As the European Union is still awaiting approval of the few vaccines available in the market, Sprick said all he could do was to remind people of his ordeal.

“During the first lockdown in spring I followed all the rules, stayed at home, and didn’t meet anyone. But then, in summer, when the cases went down and life was full of heat and sunshine, I cared less,” he said.

“Since I was infected myself, I try to tell everybody about it and to raise awareness for the danger of this virus and for the importance of following the government’s rules.”

Even for those with only minor symptoms, like Tilly and her four roommates at the University of Exeter in England, 2021 will be a year of changes.

“When hopefully we are out of this we are more appreciative and grateful. I think I’m far more appreciative of the small things. It’s made me see the lovely side of society as a whole,” she said, recalling neighbours’ emails asking if she needed help when she was quarantining.
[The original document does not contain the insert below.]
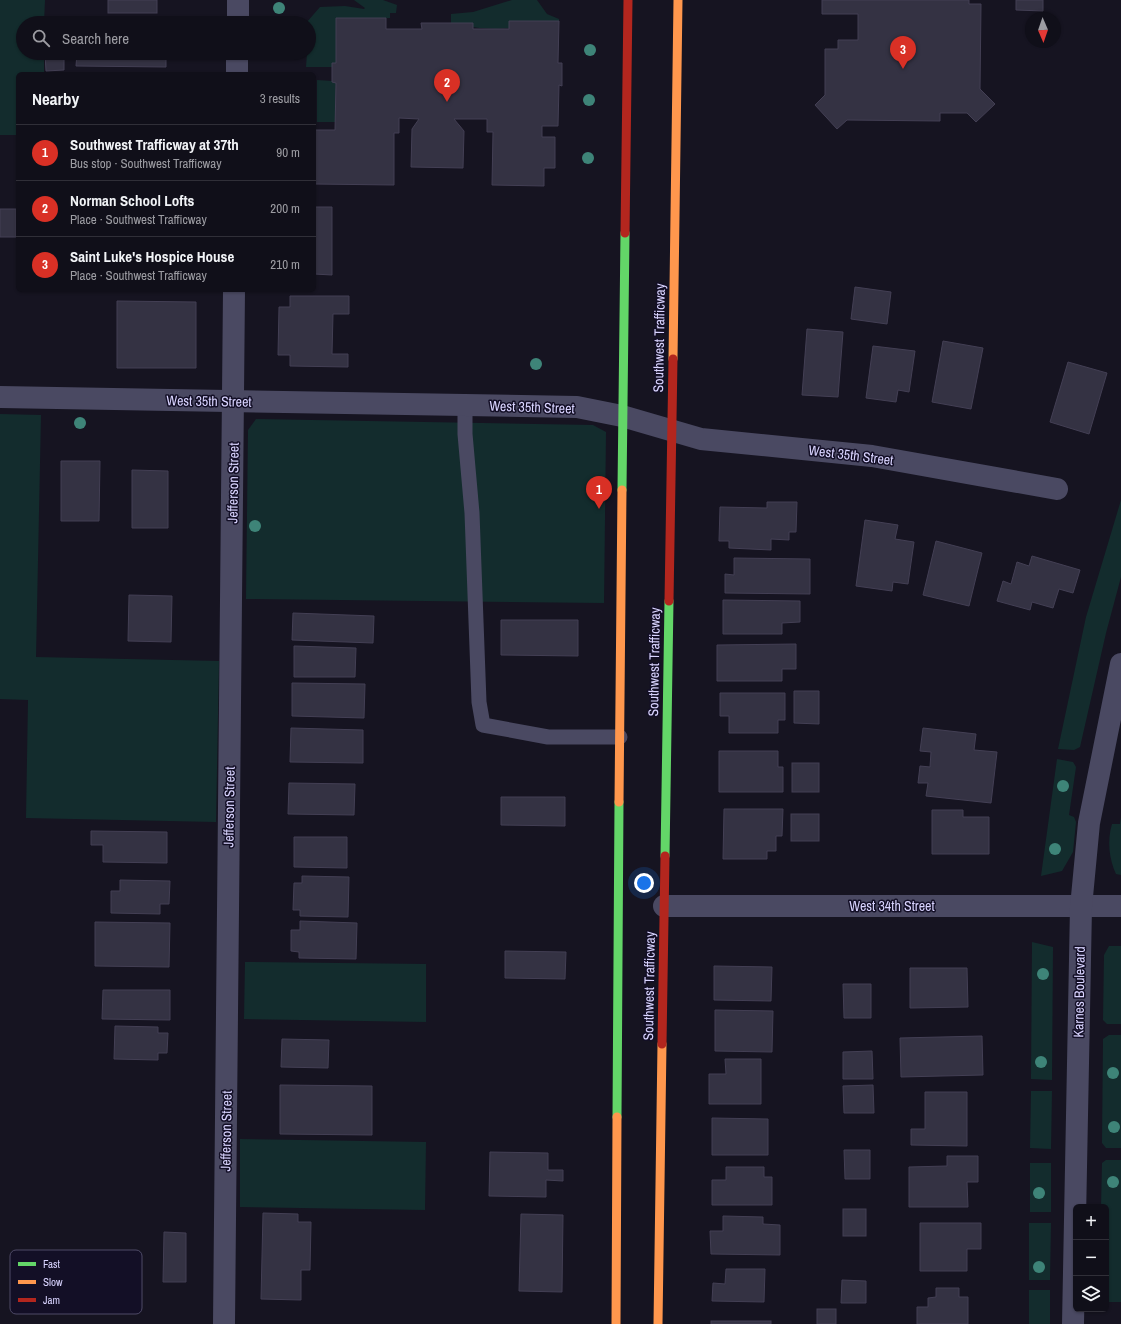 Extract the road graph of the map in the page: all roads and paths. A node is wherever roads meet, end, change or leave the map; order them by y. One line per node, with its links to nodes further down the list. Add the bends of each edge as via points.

“People really pulled together. All my friends outside were sending us messages asking if we needed food.”

A stronger sense of community, a lasting awareness of society over individuals at a time of a global crisis will be Europe’s defining features of this year for sociologists and public officials alike for many decades to come.

From expressing disbelief at the mass wearing of masks in Asia to fully accepting the practice, from drinking at pubs to finding recipes for cocktails on YouTube, from daily commuting to working on Zoom to businesses cutting down office space next year – changes are everywhere, across generations, across different parts of Europe, and the world.

“Social norms are changing in the light of the pandemic – even shaking hands as the agreed upon greeting is not possible any more,” Schmitten said.

“I feel that distances between people are getting bigger, we’re getting used to being suspicious of each other, which I don’t think is a healthy development.”

For others, the changes brought about by the year 2020 come at a higher cost.

When Pedro got a call in late March from his father who told him about breathing difficulties and a fever, he rushed to his home in Barcelona.

Forty-five minutes later, he saw his father one last time in his life, as the 76-year-old was taken on to an ambulance by medical staff wearing full protective gear, heading to hospital.

He was soon diagnosed with Covid-19 and pneumonia in both lungs. Two weeks before Easter – just six days after he made that call to his son – he died, without a chance to say goodbye to his family in person, nor his family knowing how exactly he got infected in the first place.

“I constantly thought of dying alone in the room of a hospital without any option to say goodbye to your loved ones,” said Pedro, who asked to be referred to by a single name.

“News and TV didn’t help,” he said. “They were talking the whole day about the same: infections, deaths, hospital collapses, etc.”

“All the fears that we’ve seen in the films for years about viruses killing people have become a reality in 2020 worldwide.”